Do You Want to Know a Secret is, unusually, sung by George Harrison and was allegedly inspired by a song in Walt Disney’s ‘Snow White and the Seven Dwarfs’ (1937), where the heroine sings “Wanna know a secret?” A Taste of Honey was originally written by "Bobby" Scott and Ric Marlow for Tony Richardson’s film ‘A Taste of Honey’ (1961), based on the 1958 play by Shelagh Delaney, and was covered by The Beatles for their first LP - though it was a song they quickly dispensed with live.

Availability (select releases): both songs are readily available on the CD reissue of ‘Please Please Me’ (Parlophone CDP7464352), as released in January 1987.
Replacements: although this episode was released as-broadcast on VHS in 1993 (BBCV5007, in The Daleks boxed set (BBCV5005) with The Chase), the ever-changing copyright situation regarding The Beatles’ music prevented the songs' release on DVD in 2001. Do You Want to Know a Secret was replaced in the UK (BBCV1040) with clean dialogue from an early edit of the story and a cover-version of the same track by Billy J Kramer and the Dakotas, and in the US (WHV - E1138) and Australia with a copyright-free cover-version; A Taste of Honey was replaced on all versions with a piece of generic guitar music.

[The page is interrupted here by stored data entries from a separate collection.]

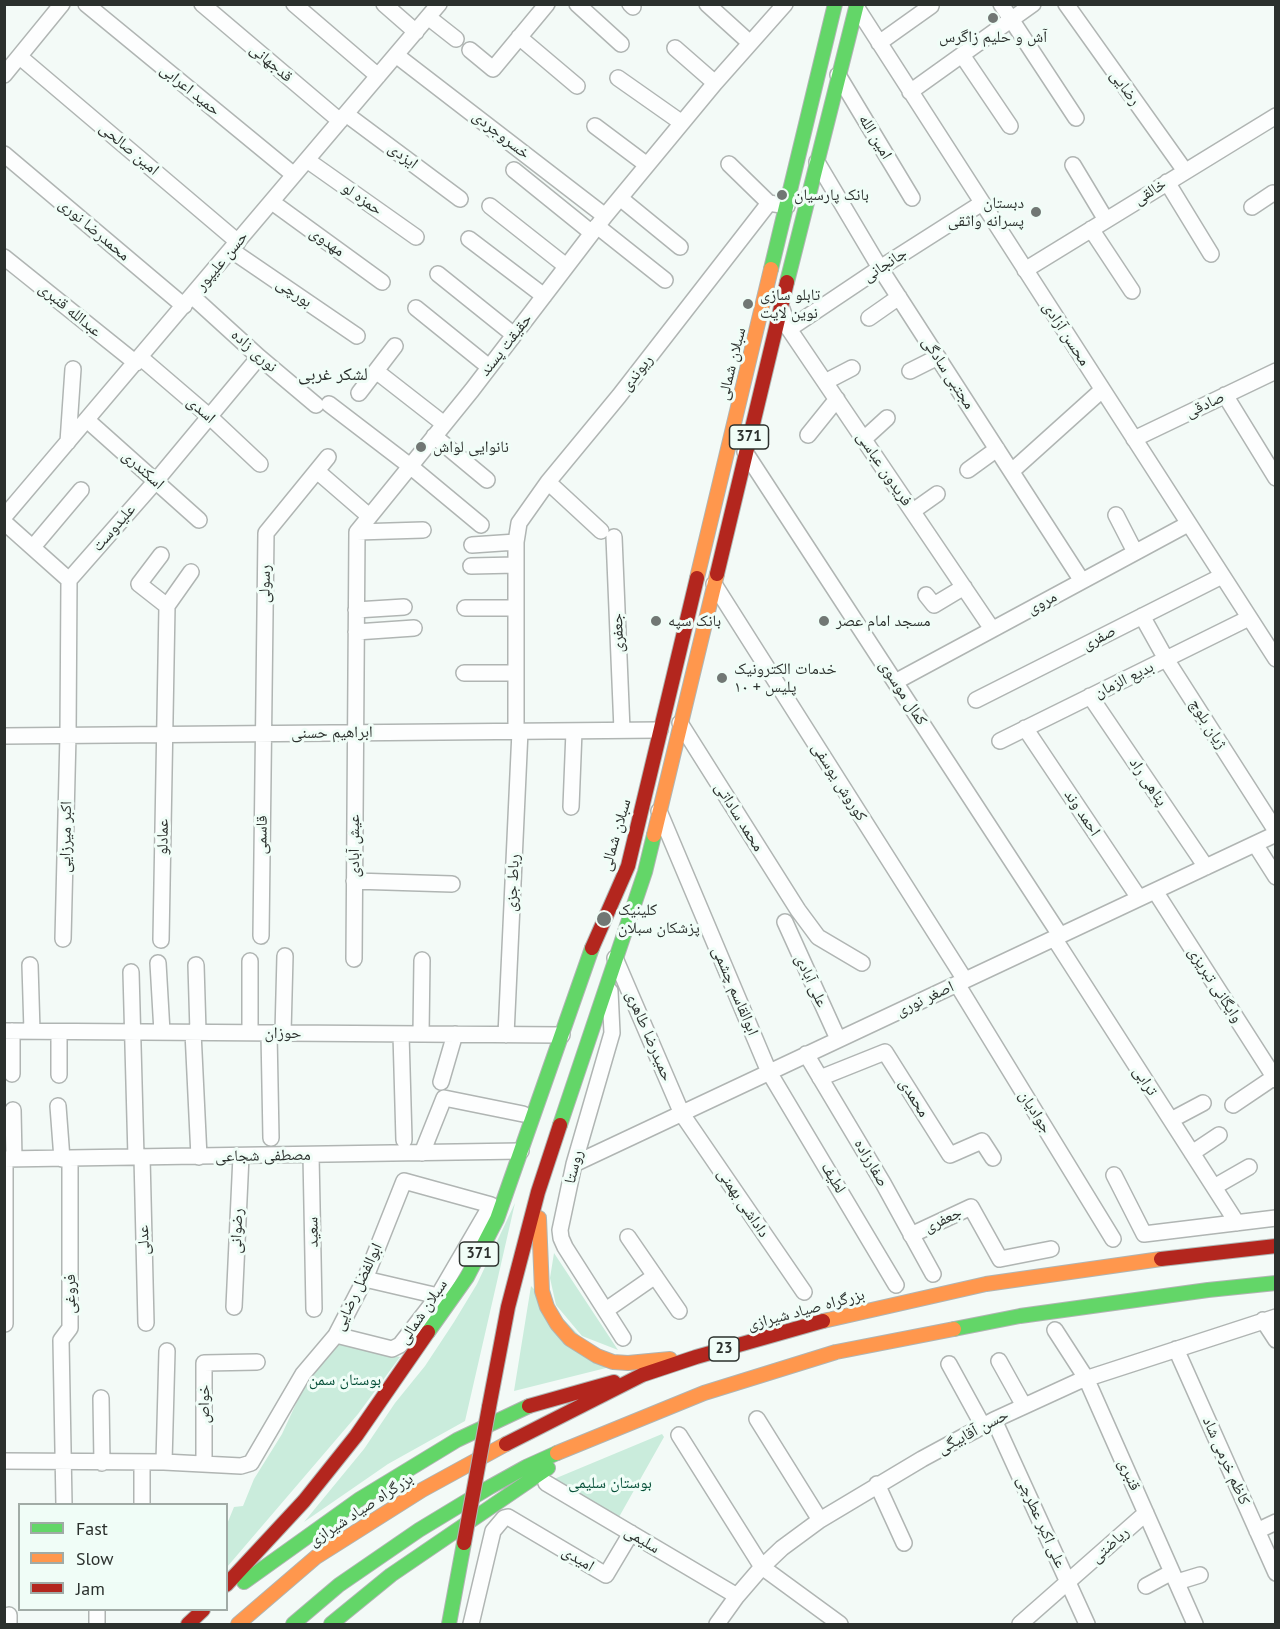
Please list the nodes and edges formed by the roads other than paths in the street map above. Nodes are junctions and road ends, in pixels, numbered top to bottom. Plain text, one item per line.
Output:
1 (62, 4) edge
2 (86, 4) edge
3 (202, 4) edge
4 (294, 4) edge
5 (384, 4) edge
6 (439, 4) edge
7 (547, 4) edge
8 (577, 4) edge
9 (707, 4) edge
10 (785, 4) edge
11 (835, 4) edge
12 (1001, 4) edge
13 (1033, 4) edge
14 (1066, 4) edge
15 (854, 6) edge
16 (931, 6) edge
17 (428, 17) junction
18 (1012, 20) junction
19 (416, 32) junction
20 (519, 37) junction
21 (456, 39) dead end
22 (750, 43) junction
23 (879, 43) junction
24 (621, 45) dead end
25 (675, 48) dead end
26 (471, 50) dead end
27 (396, 55) junction
28 (962, 55) junction
29 (20, 57) junction
30 (4, 75) edge
31 (838, 75) junction
32 (378, 76) junction
33 (618, 78) dead end
34 (715, 83) junction
35 (577, 86) dead end
36 (910, 92) junction
37 (1275, 116) edge
38 (343, 118) junction
39 (1076, 118) dead end
40 (682, 123) junction
41 (595, 126) dead end
42 (1010, 126) dead end
43 (4, 154) edge
44 (307, 160) junction
45 (817, 162) junction
46 (729, 164) dead end
47 (648, 165) junction
48 (1073, 165) dead end
49 (514, 170) dead end
50 (1185, 171) junction
51 (294, 175) junction
52 (1167, 182) junction
53 (1273, 193) dead end
54 (620, 198) junction
55 (912, 198) dead end
56 (460, 199) dead end
57 (272, 202) junction
58 (769, 203) junction
59 (982, 203) junction
60 (490, 206) dead end
61 (787, 206) junction
62 (1252, 207) dead end
63 (1106, 220) junction
64 (598, 225) junction
65 (1091, 229) junction
66 (416, 237) dead end
67 (470, 239) dead end
68 (234, 246) junction
69 (680, 246) dead end
70 (1211, 254) dead end
71 (4, 257) edge
72 (566, 266) junction
73 (880, 268) junction
74 (1025, 270) junction
75 (438, 274) dead end
76 (665, 280) dead end
77 (381, 282) dead end
78 (1132, 291) dead end
79 (543, 296) junction
80 (899, 297) junction
81 (188, 301) junction
82 (781, 306) junction
83 (416, 308) dead end
84 (869, 318) dead end
85 (789, 329) junction
86 (514, 335) junction
87 (357, 336) dead end
88 (395, 346) dead end
89 (259, 357) junction
90 (938, 357) junction
91 (138, 360) junction
92 (489, 367) junction
93 (852, 368) dead end
94 (73, 369) dead end
95 (376, 371) junction
96 (910, 371) dead end
97 (1275, 371) edge
98 (825, 382) junction
99 (1102, 390) junction
100 (359, 393) dead end
101 (1225, 395) junction
102 (837, 399) junction
103 (210, 417) junction
104 (887, 418) dead end
105 (87, 420) junction
106 (439, 430) junction
107 (807, 435) dead end
108 (864, 439) junction
109 (1134, 439) junction
110 (68, 442) junction
111 (997, 449) junction
112 (746, 452) junction
113 (328, 457) dead end
114 (260, 464) dead end
115 (410, 466) junction
116 (968, 470) dead end
117 (317, 471) junction
118 (1012, 471) junction
119 (1275, 478) edge
120 (487, 480) dead end
121 (155, 482) junction
122 (548, 482) junction
123 (81, 490) dead end
124 (937, 494) dead end
125 (913, 512) junction
126 (1116, 515) dead end
127 (369, 516) junction
128 (4, 517) edge
129 (199, 520) dead end
130 (4, 522) edge
131 (1188, 524) junction
132 (481, 525) dead end
133 (423, 530) dead end
134 (357, 532) junction
135 (516, 542) junction
136 (472, 545) dead end
137 (33, 547) junction
138 (1136, 552) junction
139 (161, 555) dead end
140 (516, 565) junction
141 (471, 567) dead end
142 (191, 572) dead end
143 (1222, 576) junction
144 (69, 580) junction
145 (1082, 581) junction
146 (714, 584) junction
147 (964, 587) junction
148 (926, 595) dead end
149 (167, 606) junction
150 (404, 607) dead end
151 (465, 608) dead end
152 (516, 608) junction
153 (356, 610) junction
154 (1143, 616) junction
155 (1249, 618) junction
156 (414, 628) dead end
157 (992, 629) junction
158 (356, 632) junction
159 (1166, 659) junction
160 (1275, 659) edge
161 (515, 673) junction
162 (464, 674) dead end
163 (895, 682) junction
164 (1090, 696) junction
165 (976, 700) dead end
166 (1025, 728) junction
167 (574, 730) junction
168 (622, 730) junction
169 (660, 730) junction
170 (679, 730) junction
171 (518, 731) junction
172 (354, 733) junction
173 (166, 734) junction
174 (263, 734) junction
175 (68, 735) junction
176 (4, 736) edge
177 (999, 741) dead end
178 (571, 807) dead end
179 (659, 810) junction
180 (1275, 833) edge
181 (1255, 844) junction
182 (1206, 867) junction
183 (1275, 877) edge
184 (354, 881) junction
185 (452, 884) dead end
186 (1155, 891) junction
187 (1139, 898) junction
188 (784, 922) dead end
189 (261, 936) dead end
190 (1057, 937) junction
191 (63, 939) dead end
192 (161, 940) dead end
193 (285, 956) dead end
194 (615, 958) junction
195 (354, 959) dead end
196 (422, 960) dead end
197 (250, 961) dead end
198 (158, 963) dead end
199 (861, 963) dead end
200 (30, 965) dead end
201 (196, 965) dead end
202 (130, 972) dead end
203 (609, 981) junction
204 (961, 982) junction
205 (8, 1031) edge
206 (32, 1031) junction
207 (59, 1032) junction
208 (132, 1032) junction
209 (162, 1032) junction
210 (196, 1032) junction
211 (250, 1033) junction
212 (276, 1033) junction
213 (401, 1034) junction
214 (422, 1034) junction
215 (455, 1034) junction
216 (506, 1035) junction
217 (562, 1035) junction
218 (838, 1039) junction
219 (806, 1054) junction
220 (769, 1072) junction
221 (12, 1074) dead end
222 (59, 1075) dead end
223 (820, 1077) junction
224 (1275, 1077) edge
225 (441, 1082) dead end
226 (1203, 1102) dead end
227 (1233, 1105) dead end
228 (58, 1106) dead end
229 (13, 1110) dead end
230 (523, 1114) dead end
231 (682, 1114) junction
232 (1171, 1120) junction
233 (1219, 1135) dead end
234 (271, 1138) dead end
235 (404, 1140) dead end
236 (521, 1152) junction
237 (422, 1153) junction
238 (1192, 1153) junction
239 (311, 1155) junction
240 (199, 1156) junction
241 (241, 1156) junction
242 (139, 1157) junction
243 (993, 1158) dead end
244 (8, 1159) edge
245 (66, 1159) junction
246 (574, 1164) junction
247 (1249, 1167) dead end
248 (1114, 1175) dead end
249 (1214, 1187) junction
250 (538, 1192) junction
251 (1275, 1218) edge
252 (1237, 1223) junction
253 (911, 1235) junction
254 (628, 1237) dead end
255 (1113, 1239) dead end
256 (1275, 1246) edge
257 (1051, 1249) dead end
258 (933, 1274) dead end
259 (655, 1276) junction
260 (365, 1279) junction
261 (1275, 1283) edge
262 (896, 1285) dead end
263 (804, 1292) dead end
264 (438, 1296) junction
265 (234, 1307) dead end
266 (314, 1309) dead end
267 (606, 1310) junction
268 (679, 1311) dead end
269 (1269, 1318) edge
270 (147, 1323) dead end
271 (4, 1324) edge
272 (1055, 1330) dead end
273 (336, 1335) junction
274 (623, 1338) dead end
275 (1275, 1340) edge
276 (1176, 1349) junction
277 (167, 1351) dead end
278 (696, 1357) junction
279 (999, 1361) dead end
280 (257, 1362) dead end
281 (949, 1364) dead end
282 (642, 1375) junction
283 (1086, 1378) junction
284 (101, 1398) dead end
285 (1024, 1406) junction
286 (757, 1419) dead end
287 (988, 1423) junction
288 (606, 1432) junction
289 (679, 1435) dead end
290 (4, 1461) edge
291 (102, 1462) junction
292 (142, 1462) junction
293 (164, 1462) junction
294 (63, 1463) junction
295 (204, 1463) junction
296 (546, 1483) dead end
297 (877, 1484) junction
298 (64, 1503) edge
299 (142, 1503) edge
300 (1146, 1513) junction
301 (820, 1520) junction
302 (1275, 1521) edge
303 (1257, 1531) junction
304 (631, 1533) junction
305 (904, 1543) dead end
306 (1274, 1565) edge
307 (762, 1567) junction
308 (1200, 1575) dead end
309 (1174, 1577) junction
310 (1068, 1582) junction
311 (228, 1583) edge
312 (1146, 1586) dead end
313 (228, 1592) edge
314 (737, 1596) junction
315 (202, 1611) edge
316 (188, 1624) edge
317 (238, 1624) edge
318 (293, 1624) edge
319 (331, 1624) edge
320 (449, 1624) edge
321 (471, 1624) edge
322 (717, 1624) edge
323 (840, 1624) edge
324 (1020, 1624) edge
325 (1087, 1624) edge
326 (1196, 1624) edge

1 - 29 street
2 - 51 street, حمید اعرابی
3 - 38 street, قدجهانی
4 - 32 street
5 - 19 street
6 - 17 street, حسن علیپور
7 - 20 street
8 - 24 street
9 - 22 street
10 - 22 street, حقیقت پسند
11 - 61 main road, سبلان شمالی / 371
12 - 18 street
13 - 18 street
14 - 50 street, رضایی
15 - 23 street, محسن آزادی
15 - 31 main road, سبلان شمالی / 371
16 - 23 street
17 - 19 street, حسن علیپور
17 - 21 street
18 - 28 street
18 - 39 street
19 - 27 street, حسن علیپور
20 - 26 street
20 - 35 street
22 - 34 street, حقیقت پسند
23 - 36 street, محسن آزادی
25 - 34 street
27 - 32 street, حسن علیپور
27 - 64 street, خسروجردی
28 - 36 street
28 - 42 street
29 - 30 street
29 - 68 street, امین صالحی
31 - 45 main road, سبلان شمالی / 371
31 - 55 street, امین الله
32 - 38 street, حسن علیپور
33 - 40 street
34 - 40 street, حقیقت پسند
36 - 59 street, محسن آزادی
37 - 50 street, خالقی
38 - 44 street, حسن علیپور
38 - 56 street, ایزدی
40 - 47 street, حقیقت پسند
41 - 47 street
43 - 81 street, محمدرضا نوری
44 - 51 street, حسن علیپور
44 - 66 street, حمزه لو
45 - 73 street, مجتبی سادگی
45 - 82 main road, سبلان شمالی / 371
46 - 58 street
47 - 54 street, حقیقت پسند
48 - 63 street
49 - 64 street
50 - 52 street, خالقی
51 - 57 street, حسن علیپور
52 - 63 street, خالقی
52 - 70 street
53 - 62 street
54 - 64 street, حقیقت پسند
54 - 69 street
57 - 68 street, حسن علیپور
57 - 77 street, مهدوی
58 - 61 street
58 - 122 street, ریوندی
59 - 73 street, جانجانی
59 - 74 street, محسن آزادی
60 - 72 street
61 - 169 main road, سبلان شمالی / 371
63 - 65 street, خالقی
64 - 72 street, حقیقت پسند
64 - 76 street
65 - 74 street, خالقی
65 - 78 street
67 - 79 street
68 - 81 street, حسن علیپور
68 - 87 street, بورچی
71 - 91 street, عبدالله قنبری
72 - 79 street, حقیقت پسند
73 - 80 street, مجتبی سادگی
73 - 85 street, جانجانی
74 - 99 street, محسن آزادی
75 - 86 street
79 - 86 street, حقیقت پسند
80 - 84 street
80 - 90 street, مجتبی سادگی
81 - 89 street, نوری زاده
81 - 91 street, حسن علیپور
82 - 85 street, فریدون عباسی
82 - 112 main road, سبلان شمالی / 371
83 - 92 street
85 - 98 street, فریدون عباسی
86 - 92 street, حقیقت پسند
88 - 95 street
89 - 103 street, علیدوست
89 - 115 street, نوری زاده
90 - 96 street
90 - 111 street, مجتبی سادگی
91 - 103 street, اسدی
91 - 105 street, حسن علیپور
92 - 106 street, حقیقت پسند
93 - 98 street
94 - 110 street
95 - 100 street
95 - 106 street
97 - 101 street, صادقی
98 - 102 street, فریدون عباسی
99 - 109 street, محسن آزادی
99 - 118 street
101 - 109 street, صادقی
101 - 119 street
102 - 107 street
102 - 108 street, فریدون عباسی
103 - 114 street, اسدی
103 - 121 street, علیدوست
104 - 108 street
105 - 110 street, حسن علیپور
105 - 121 street, اسکندری
106 - 115 street, حقیقت پسند
106 - 120 street
108 - 125 street, فریدون عباسی
109 - 131 street, محسن آزادی
110 - 128 street, حسن علیپور
111 - 116 street
111 - 118 street, مجتبی سادگی
112 - 146 main road, سبلان شمالی / 371
112 - 163 street, کمال موسوی
113 - 117 street, رسولی
115 - 127 street, حقیقت پسند
115 - 132 street, نوری زاده
117 - 127 street
117 - 174 street, رسولی
118 - 145 street, مجتبی سادگی
121 - 129 street, اسکندری
121 - 144 street, علیدوست
122 - 135 street, ریوندی
122 - 168 street, جعفری
123 - 137 street
124 - 125 street
125 - 147 street, فریدون عباسی
126 - 138 street
127 - 134 street, حقیقت پسند
130 - 137 street
131 - 138 street, مروی
131 - 143 street, محسن آزادی
133 - 134 street
134 - 153 street
135 - 136 street
135 - 140 street, ریوندی
137 - 144 street
138 - 145 street, مروی
139 - 149 street
140 - 141 street
140 - 152 street, ریوندی
142 - 149 street
143 - 154 street, صفری
143 - 155 street, محسن آزادی
144 - 175 street
145 - 157 street, مروی
146 - 170 main road, سبلان شمالی / 371
146 - 204 street, کوروش یوسفی
147 - 148 street
147 - 157 street, فریدون عباسی
149 - 173 street, عمادلو
150 - 153 street
151 - 152 street
152 - 161 street, ریوندی
153 - 158 street
154 - 159 street, ژیان بلوچ
154 - 165 street, صفری
155 - 159 street, بدیع الزمان
155 - 160 street, محسن آزادی
156 - 158 street
157 - 163 street, مروی
158 - 172 street
159 - 164 street, بدیع الزمان
159 - 180 street, ژیان بلوچ
161 - 162 street
161 - 171 street, ریوندی
163 - 190 street, کمال موسوی
164 - 166 street, بدیع الزمان
164 - 182 street, پناهی راد
166 - 177 street, بدیع الزمان
166 - 187 street, احمد وند
167 - 168 street, ابراهیم حسنی
167 - 171 street, ابراهیم حسنی
167 - 178 street
168 - 169 street, ابراهیم حسنی
169 - 170 main road
169 - 217 main road, سبلان شمالی / 371
170 - 179 main road, سبلان شمالی / 371
170 - 199 street, محمد ساداتی
171 - 172 street, ابراهیم حسنی
171 - 216 street, رباط جزی
172 - 174 street, ابراهیم حسنی
172 - 184 street, عیش آبادی
173 - 174 street, ابراهیم حسنی
173 - 175 street, ابراهیم حسنی
173 - 192 street, عمادلو
174 - 189 street, قاسمی
175 - 176 street, ابراهیم حسنی
175 - 191 street, اکبر میرزایی
179 - 194 main road, سبلان شمالی / 371
179 - 220 street, ابوالقاسم چشمی
180 - 181 street, اصغر نوری
181 - 182 street, اصغر نوری
181 - 183 street
182 - 186 street, اصغر نوری
184 - 185 street
184 - 195 street, عیش آبادی
186 - 187 street, اصغر نوری
186 - 224 street, وایگانی تبریزی
187 - 190 street, اصغر نوری
188 - 218 street, علی آبادی
190 - 204 street, اصغر نوری
190 - 232 street, ترابی
193 - 212 street
194 - 203 main road, 371
194 - 231 street, حمیدرضا طاهری
196 - 214 street
197 - 211 street
198 - 209 street
200 - 206 street
201 - 210 street
202 - 208 street
203 - 246 street, روستا
203 - 250 main road, 371
204 - 218 street, اصغر نوری
204 - 255 street, جوادیان
205 - 206 street, حوزان
205 - 221 street
206 - 207 street, حوزان
207 - 208 street, حوزان
207 - 222 street
208 - 209 street, حوزان
208 - 242 street
209 - 210 street, حوزان
210 - 211 street, حوزان
210 - 240 street
211 - 212 street, حوزان
212 - 213 street, حوزان
212 - 234 street
213 - 214 street, حوزان
213 - 235 street
214 - 215 street, حوزان
215 - 216 street, حوزان
215 - 225 street
216 - 217 street, حوزان
217 - 236 main road, سبلان شمالی / 371
218 - 219 street, اصغر نوری
219 - 220 street, اصغر نوری
219 - 223 street, صفارزاده
220 - 231 street, اصغر نوری
220 - 262 street, لطیف
223 - 243 street, محمدی
223 - 253 street, صفارزاده
224 - 227 street
226 - 232 street
228 - 245 street, فروغی
229 - 244 street
230 - 237 street
231 - 246 street, اصغر نوری
231 - 263 street, داداشی بهمنی
232 - 238 street, ترابی
233 - 238 street
236 - 237 street, مصطفی شجاعی
236 - 311 main road, سبلان شمالی / 371
237 - 239 street, مصطفی شجاعی
238 - 249 street, ترابی
239 - 241 street, مصطفی شجاعی
239 - 266 street, سعید
240 - 241 street, مصطفی شجاعی
240 - 242 street, مصطفی شجاعی
241 - 265 street, رضوانی
242 - 245 street, مصطفی شجاعی
242 - 270 street, عدلی
244 - 245 street, مصطفی شجاعی
244 - 271 street
245 - 294 street, فروغی
246 - 267 street, روستا
247 - 249 street
248 - 252 street
249 - 252 street, ترابی
250 - 278 main road
250 - 320 main road, 371, bridge
251 - 252 street
253 - 257 street, جعفری
253 - 258 street, صفارزاده
254 - 259 street
256 - 278 main road, بزرگراه صیاد شیرازی / 23
259 - 267 street
259 - 268 street
260 - 264 street
260 - 264 street, ابوالفضل رضایی
260 - 273 street, ابوالفضل رضایی
261 - 288 main road, 23
264 - 273 street, ابوالفضل رضایی
267 - 274 street, روستا
269 - 275 street
269 - 276 street, حسن آقابیگی
272 - 283 street, قنبری
273 - 295 street, ابوالفضل رضایی
276 - 283 street, حسن آقابیگی
276 - 303 street, کاظم خرمی شاد
277 - 293 street
278 - 282 main road, بزرگراه صیاد شیرازی / 23
279 - 285 street
280 - 295 street, خواص
281 - 287 street
282 - 313 main road
282 - 317 main road, بزرگراه صیاد شیرازی / 23
283 - 285 street, حسن آقابیگی
283 - 300 street, قنبری
284 - 291 street
285 - 287 street, حسن آقابیگی
286 - 301 street
287 - 297 street, حسن آقابیگی
287 - 310 street, علی اکبر عطرچی
288 - 318 main road, 23
288 - 319 main road
289 - 307 street
290 - 294 street, ابوالفضل رضایی
291 - 292 street, ابوالفضل رضایی
291 - 294 street, ابوالفضل رضایی
292 - 293 street, ابوالفضل رضایی
292 - 299 street
293 - 295 street, ابوالفضل رضایی
294 - 298 street, فروغی
296 - 304 street, سلیمی
297 - 301 street, حسن آقابیگی
297 - 305 street
300 - 309 street, قنبری
300 - 310 street, ریاضتی
301 - 307 street, حسن آقابیگی
302 - 303 street
303 - 306 street, کاظم خرمی شاد
304 - 314 street, سلیمی
304 - 321 street, امیدی
307 - 314 street, حسن آقابیگی
307 - 323 street
308 - 309 street
309 - 312 street
309 - 326 street, قنبری
310 - 324 street, ریاضتی
310 - 325 street, علی اکبر عطرچی
314 - 322 street, حسن آقابیگی
315 - 316 main road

Billy J Kramer (born William Ashton) was gifted with several Lennon-McCartney songs in 1963-4, thanks to being managed by Brian Epstein and produced by George Harrison. Do You Want to Know a Secret was offered to Kramer before The Beatles recorded it themselves, and was released as a 7" single (Parlophone R5023) with another Lennon-McCartney song on the B-side - 'I'll Be On My Way' - that was never to be recorded by The Beatles. Kramer enjoyed many years of success, and his version of the song can be found on ‘The Very Best of Billy J Kramer’ (EMI Gold 3119742), released June 2005.

Lollipop - The Mudlarks

Cuts: 0’19” plays, 6 minutes into Part Three, as Ace sulks with the Doctor and flirts with the army. This song had also featured in Doctor Who the previous year, performed by 'The Lorrells' (aka incidental-music composer Keff McCulloch) in Delta and the Bannermen.

Releases (select releases): written by songwriters Beverly Ross and Julius Dixon for the American mixed-race duo Ronald and Ruby (Beverly Ross with Lee Morris), the original version reached no. 20 in the US music charts - arguably only hampered by the limited publicity granted to a black musician.
When Lollipop was re-recorded by The Chordettes in 1958, the catchy tune climbed to no. 2 in the US, and England had its own version performed by The Mudlarks (aka Fred, Jeff and Mary Mudd) - with the two versions making the top ten simultaneously on either side of the Atlantic. The UK 7" single was released on 3rd May 1958 (EMI Columbia DB 4099), and reached no. 2 on 31st May.

This family trio - whose band name is slang for 'professional beggars' - also scored hits with covers of ‘Book of Love’ and ‘My Grandfather’s Clock’ before Mary Mudd attempted, and failed, to go solo. Little to nothing has been heard of them since.

Availability (select releases): currently available on dozens on 50s compilations, such as the double-CD ‘Golden Oldies’ (Virgin VTDCD749) released September 2005.